Grandpa Ed and Grandma Mary had four children. When my mom was eight, grandpa was offered a job that required him to travel around the United States, staying in each town for several months at a time. He didn't want to leave his wife and kids behind, but he needed the job. So they sold their house, bought a 20 foot trailer, and took off as a family. I can't imagine living in a trailer that size with six people, traveling the country, for seven years. I'm pretty sure I'd be heading back home after a few weeks. But that's what they did. And they never regretted it, because they were together.
From those four kids, grandpa has eleven grandchildren and ten great-grandchildren, and we all love him madly. He makes time for each and every one of us, because family is important.

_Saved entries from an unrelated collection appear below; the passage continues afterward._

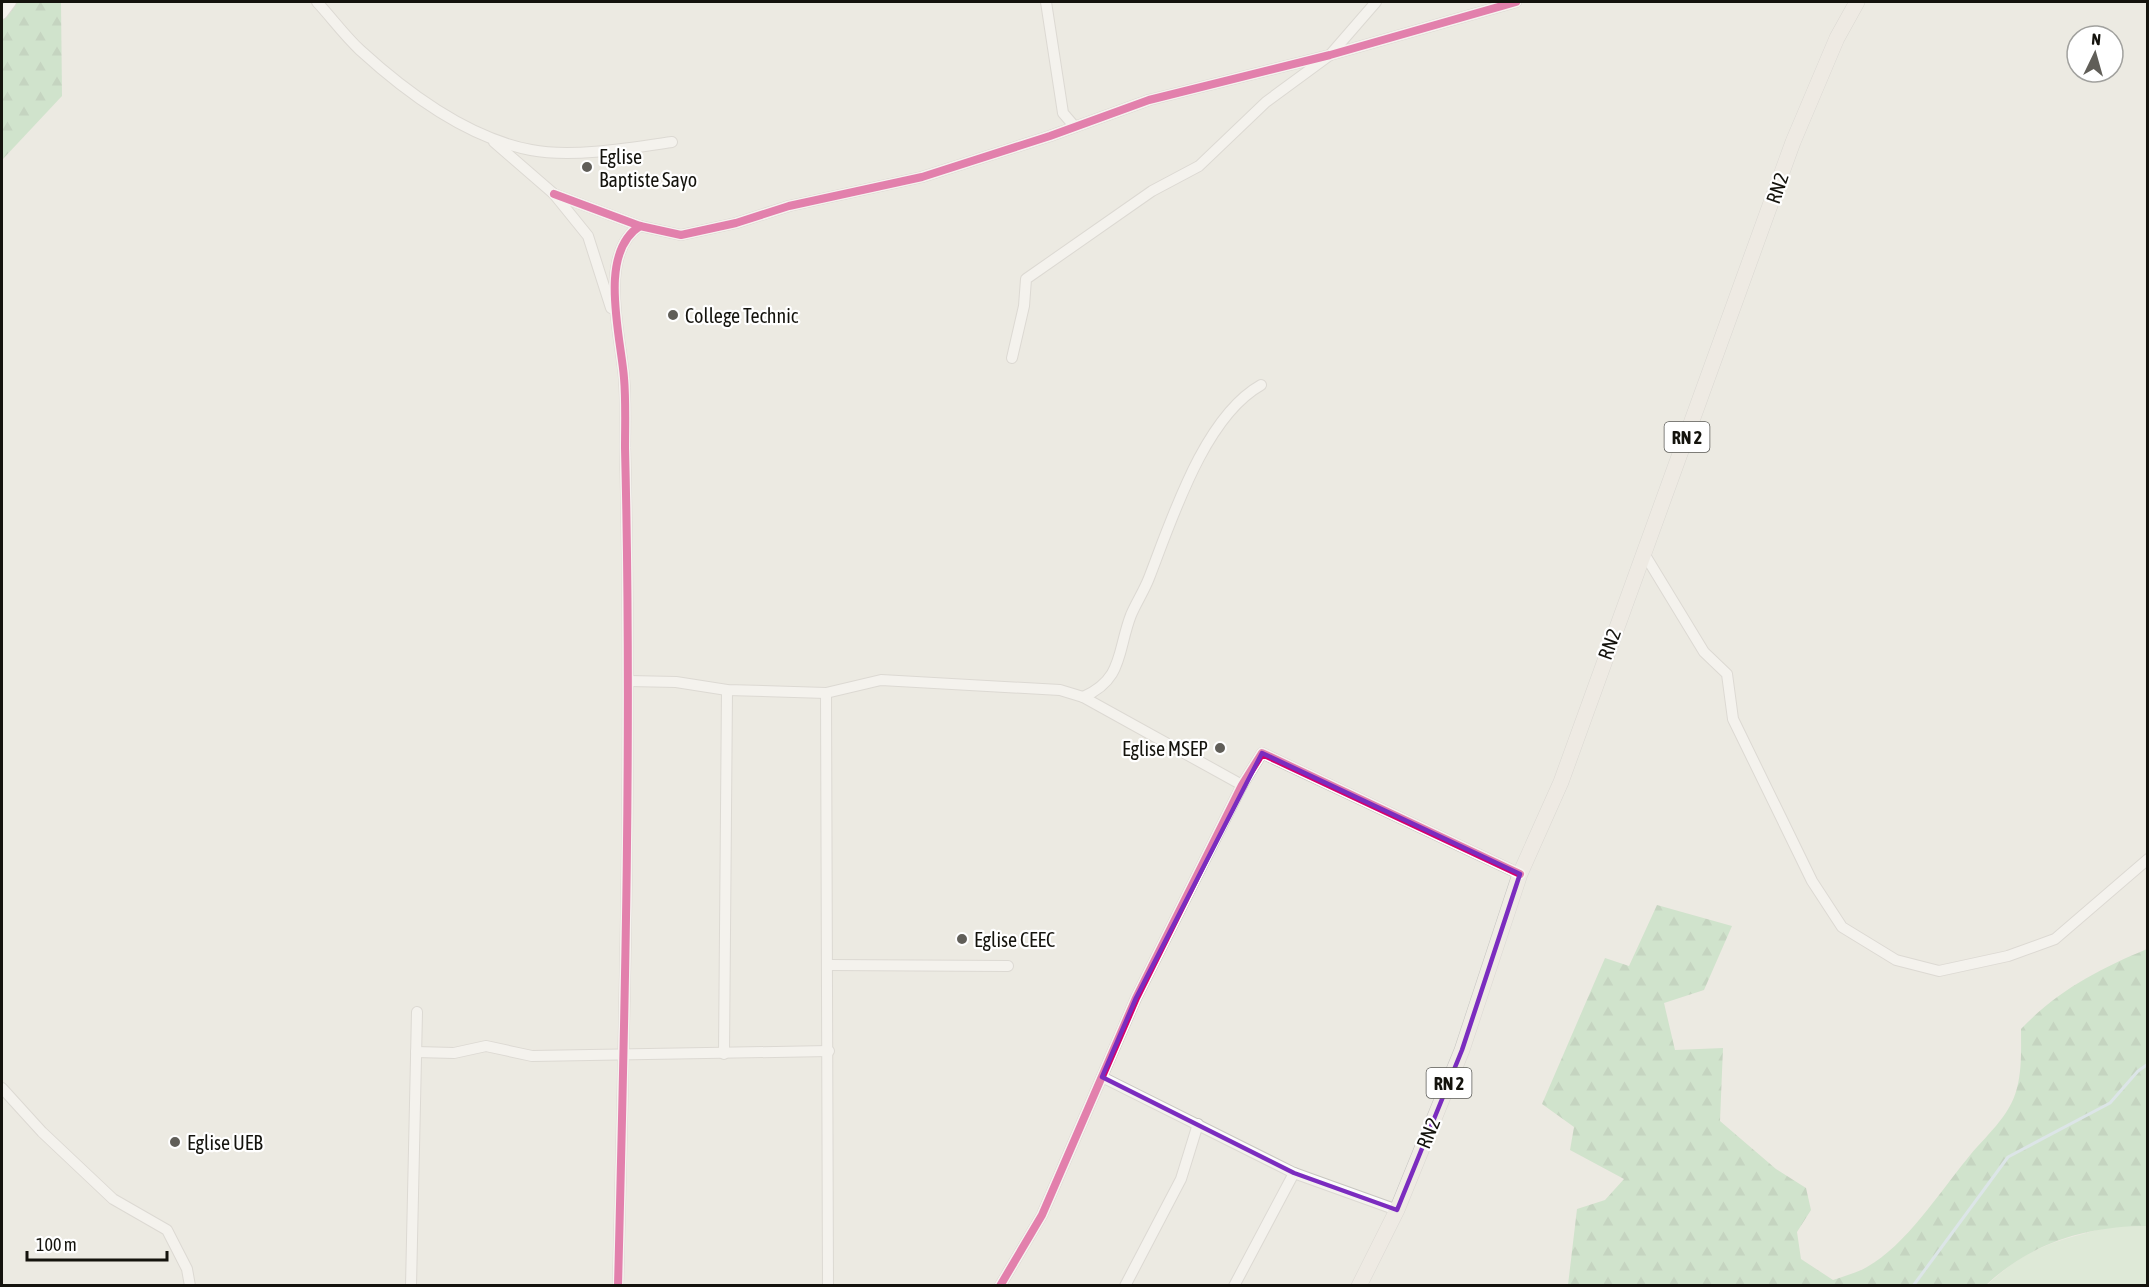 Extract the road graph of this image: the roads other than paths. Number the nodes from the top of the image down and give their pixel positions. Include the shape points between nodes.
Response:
1 (10, 2) edge
2 (317, 2) edge
3 (1046, 2) edge
4 (1376, 2) edge
5 (1516, 2) edge
6 (1857, 2) edge
7 (2, 14) edge
8 (1330, 55) junction
9 (1075, 127) junction
10 (491, 140) junction
11 (672, 142) dead end
12 (554, 194) junction
13 (640, 226) junction
14 (614, 320) junction
15 (1012, 358) dead end
16 (1261, 385) dead end
17 (1645, 555) junction
18 (629, 681) junction
19 (727, 690) junction
20 (826, 693) junction
21 (1083, 697) junction
22 (1242, 785) junction
23 (2148, 859) edge
24 (1520, 874) junction
25 (829, 965) junction
26 (1008, 966) dead end
27 (417, 1012) dead end
28 (829, 1051) junction
29 (416, 1052) junction
30 (624, 1054) junction
31 (724, 1054) junction
32 (1102, 1077) junction
33 (2, 1088) edge
34 (1198, 1124) junction
35 (1294, 1173) junction
36 (1398, 1210) junction
37 (190, 1286) edge
38 (411, 1286) edge
39 (618, 1286) edge
40 (828, 1286) edge
41 (1000, 1286) edge
42 (1125, 1286) edge
43 (1234, 1286) edge
44 (1359, 1286) edge

1 - 7 street
2 - 10 street via 362,51 425,101
3 - 9 street via 1063,113
4 - 8 street
5 - 8 street
6 - 17 main road, RN2 / RN 2 via 1837,38 1793,142
8 - 9 street via 1149,100
8 - 15 street via 1266,102 1199,166 1152,191 1026,279
9 - 13 street via 922,177 789,206 736,223 681,235
10 - 11 street via 533,151 605,152
10 - 12 street
12 - 13 street
12 - 14 street via 588,236
13 - 14 street via 628,233 618,260
14 - 18 street via 624,381
16 - 21 street via 1237,400 1186,483 1131,616 1119,661 1103,689
17 - 23 street via 1704,652 1727,674 1733,719 1812,881 1842,927 1882,952 1932,971 2008,956 2060,936
17 - 24 main road, RN2 / RN 2 via 1561,782
18 - 19 street via 676,682
18 - 30 street
19 - 20 street
19 - 31 street
20 - 21 street via 881,680 1060,690
20 - 25 street
21 - 22 street
22 - 24 street via 1262,753 1268,754
22 - 32 street via 1136,999
24 - 36 main road, RN2 / RN 2 via 1462,1050
25 - 26 street
25 - 28 street
27 - 29 street
28 - 31 street
28 - 40 street
29 - 30 street via 454,1053 486,1046 532,1056
29 - 38 street
30 - 31 street
30 - 39 street
32 - 34 street
32 - 41 street via 1042,1215
33 - 37 street via 113,1199 167,1230 187,1269
34 - 35 street
34 - 42 street via 1181,1179
35 - 36 street
35 - 43 street
36 - 44 main road, RN2 / RN 2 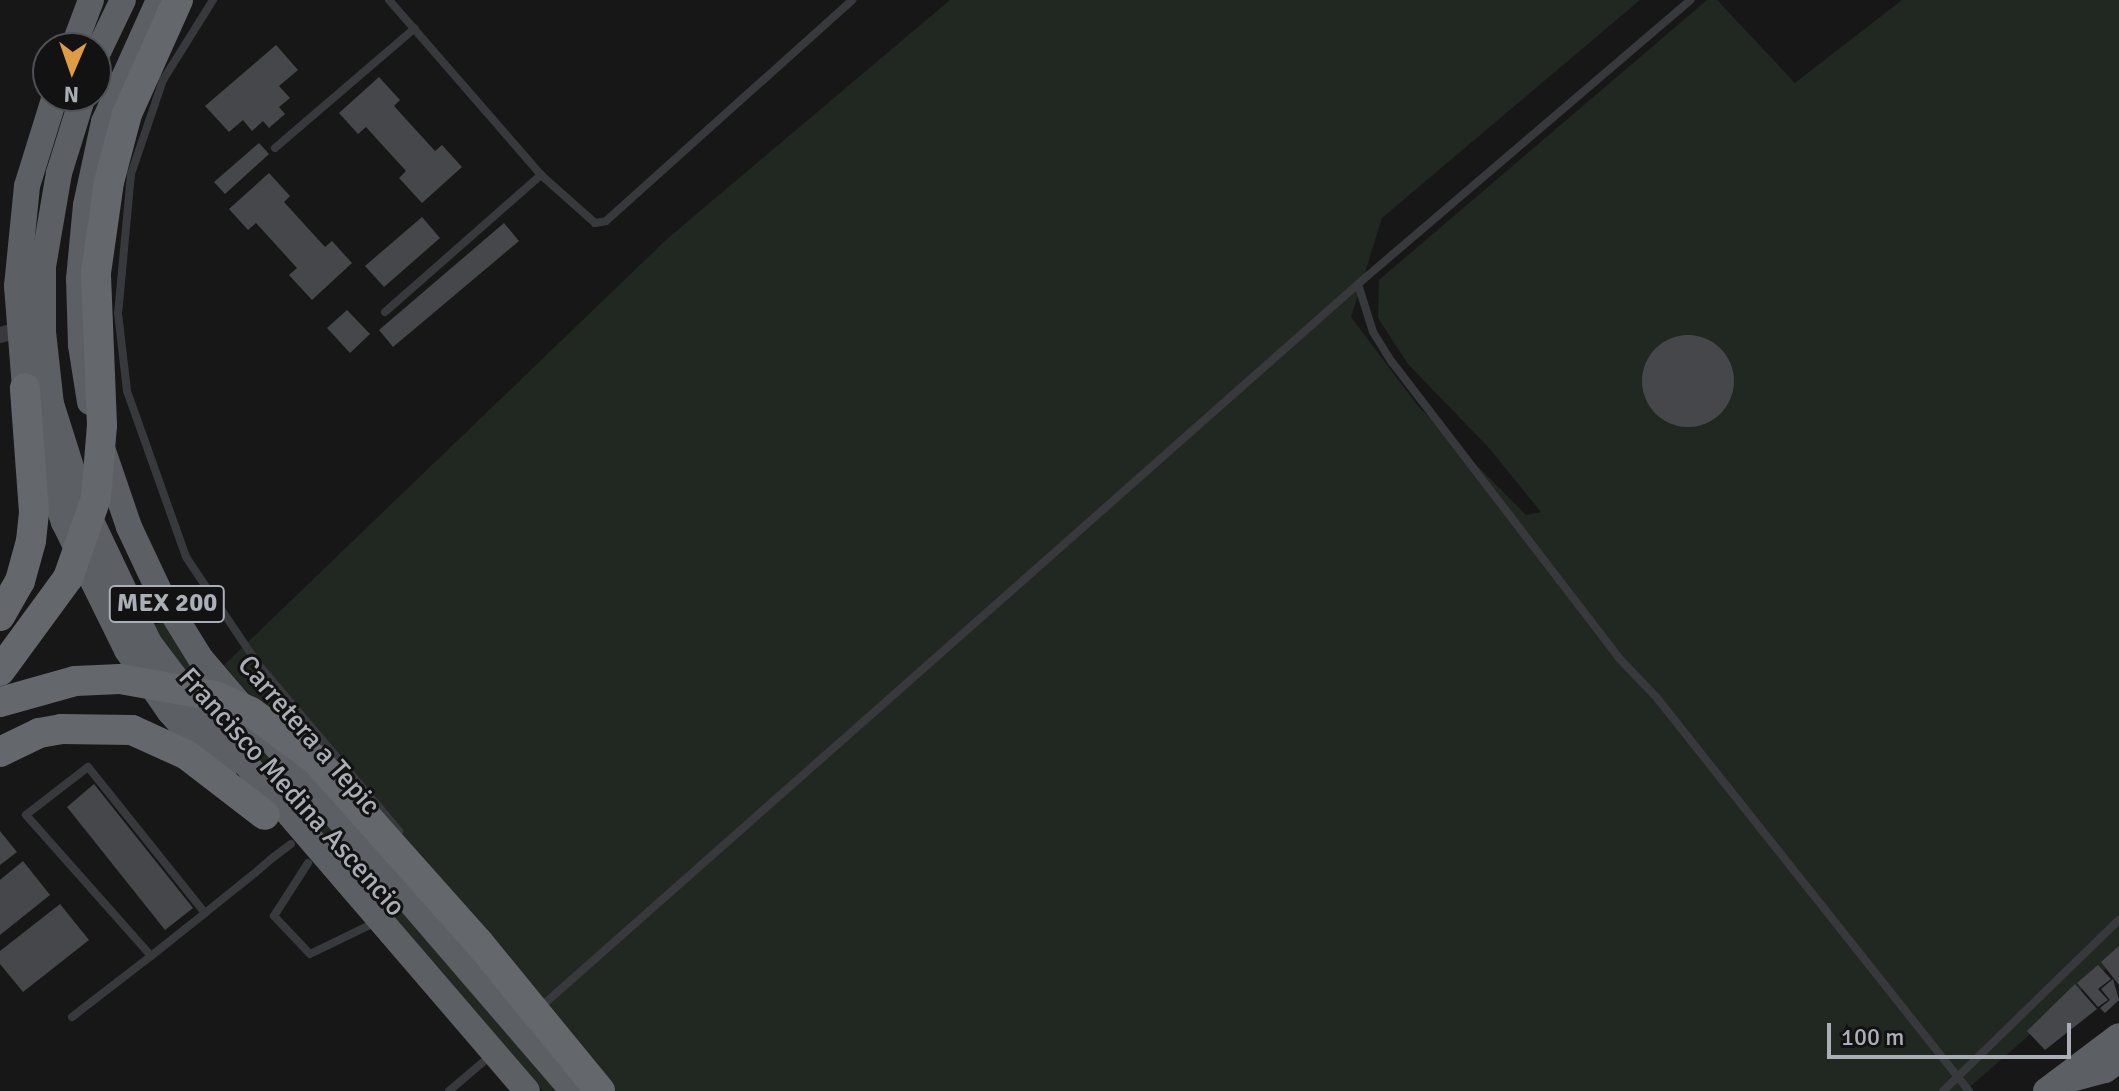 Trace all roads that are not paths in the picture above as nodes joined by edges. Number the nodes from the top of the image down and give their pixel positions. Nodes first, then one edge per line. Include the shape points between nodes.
1 (91, 0) edge
2 (123, 0) edge
3 (159, 0) edge
4 (178, 0) edge
5 (213, 0) edge
6 (389, 0) edge
7 (852, 0) edge
8 (1690, 0) edge
9 (415, 28) junction
10 (79, 32) edge
11 (108, 32) edge
12 (50, 112) edge
13 (78, 112) edge
14 (275, 148) dead end
15 (541, 175) junction
16 (1358, 284) junction
17 (385, 312) dead end
18 (9, 332) edge
19 (25, 388) junction
20 (0, 616) edge
21 (0, 671) edge
22 (0, 702) edge
23 (0, 752) edge
24 (265, 815) junction
25 (405, 839) dead end
26 (299, 853) junction
27 (445, 886) dead end
28 (205, 913) junction
29 (2119, 920) edge
30 (368, 926) junction
31 (151, 956) junction
32 (544, 1004) junction
33 (455, 1007) junction
34 (72, 1017) dead end
35 (2119, 1036) edge
36 (494, 1052) junction
37 (2119, 1060) edge
38 (1957, 1077) junction
39 (604, 1085) edge
40 (2052, 1087) edge
41 (449, 1091) edge
42 (527, 1091) edge
43 (573, 1091) edge
44 (1943, 1091) edge
45 (1969, 1091) edge

1 - 10 highway
2 - 11 highway
3 - 43 highway, Carretera a Tepic / MEX 200 via 104,122 86,205 79,279 81,345 91,403 129,527 160,593 201,659
4 - 21 highway, bridge via 127,114 109,182 98,253 102,425 96,498 68,578
5 - 25 lane via 163,80 131,174 118,313 127,391 186,557 258,664
6 - 9 lane
7 - 15 lane via 606,221 586,220
8 - 16 lane
9 - 14 lane
9 - 15 lane
12 - 18 highway, Francisco Medina Ascencio via 27,186
13 - 33 highway, MEX 200 via 59,173 43,267 43,332 51,404 82,502 149,643 198,708
15 - 17 lane
16 - 32 lane
16 - 38 lane via 1373,332 1392,362 1618,657 1657,698
18 - 19 highway, Francisco Medina Ascencio
19 - 20 highway via 34,512 31,541 20,581
19 - 24 highway, Francisco Medina Ascencio via 64,522 127,650 170,712
22 - 39 highway, bridge via 75,681 120,679 215,696 251,712 316,760
23 - 24 highway via 39,733 61,729 132,730 187,755
24 - 26 highway, Francisco Medina Ascencio
26 - 28 lane
26 - 30 highway, Francisco Medina Ascencio
26 - 30 lane via 274,916 301,945 310,954
27 - 32 lane
28 - 31 lane
28 - 31 lane via 88,767 26,815
29 - 38 lane
30 - 33 highway, Francisco Medina Ascencio
31 - 34 lane
32 - 39 lane
33 - 36 highway, MEX 200
35 - 40 highway
36 - 41 lane
36 - 42 highway, MEX 200
37 - 40 highway via 2105,1070
38 - 44 lane
38 - 45 lane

Did I mention Grandpa Ed is 96? He still lives in his own home, drives, and his mind is as sharp as ever. Every week he golfs 18 holes, and only in the last year has he used a golf cart because his hips hurt. He walks around the block every day, and he's been known to pull his bike out when his car is in the shop. When I asked if he wore a helmet, he just giggled. Guess what he's getting for his birthday! He says staying active has kept him alive this long, and I'm not going to argue with him. It's part of why I exercise every day.
The simple things in life are usually the best things.
Last year my boys wanted to take grandpa to Pink's in downtown Los Angeles, because they are known for their fabulous hot dogs, and hot dogs are one of grandpa's favorite foods. He was a little dubious about Pink's, but being the trouper he is, he was willing to drive an hour and wait in line another thirty minutes to try a dog, because the boys said it was worth it. His verdict? The ones at Costco are just as good, half the price, and way less trouble. Sometimes the simple things in life are the best things.
A positive attitude helps you get through anything.
Grandpa Ed's life certainly hasn't been perfect, and he's had his share of health troubles. He's survived prostate cancer, kidney cancer, colon cancer and melanoma. Luckily everything was caught early when most treatable, but through every surgery and illness he maintains a positive attitude. He tells me there's no point in being depressed about it - what will be, will be. Except when my grandma died, I've never seen him sad - he just smiles and gets on with living.
Life doesn't end when you get older.
When he was 80, grandpa took up painting and drawing as a hobby, and he's pretty good at it. He set up an art studio in his formal living room when grandma passed (I'm sure she haunts him over this - we were never even allowed in that room). He goes to the senior center every week - always on the lookout for new friends. Not a day goes by that he doesn't get up at 7am, get dressed in his signature jeans and polo shirt, and head out of the house. Sure, there's an afternoon nap every day, but not until he's accomplished something.
My husband and I were talking about grandpa last weekend. He's pretty healthy, but he is almost 96. One of these days we're going to get that phone call, and it will be one of the saddest days of my life. I'm a much better human being because of the things I've learned from Grandpa Ed.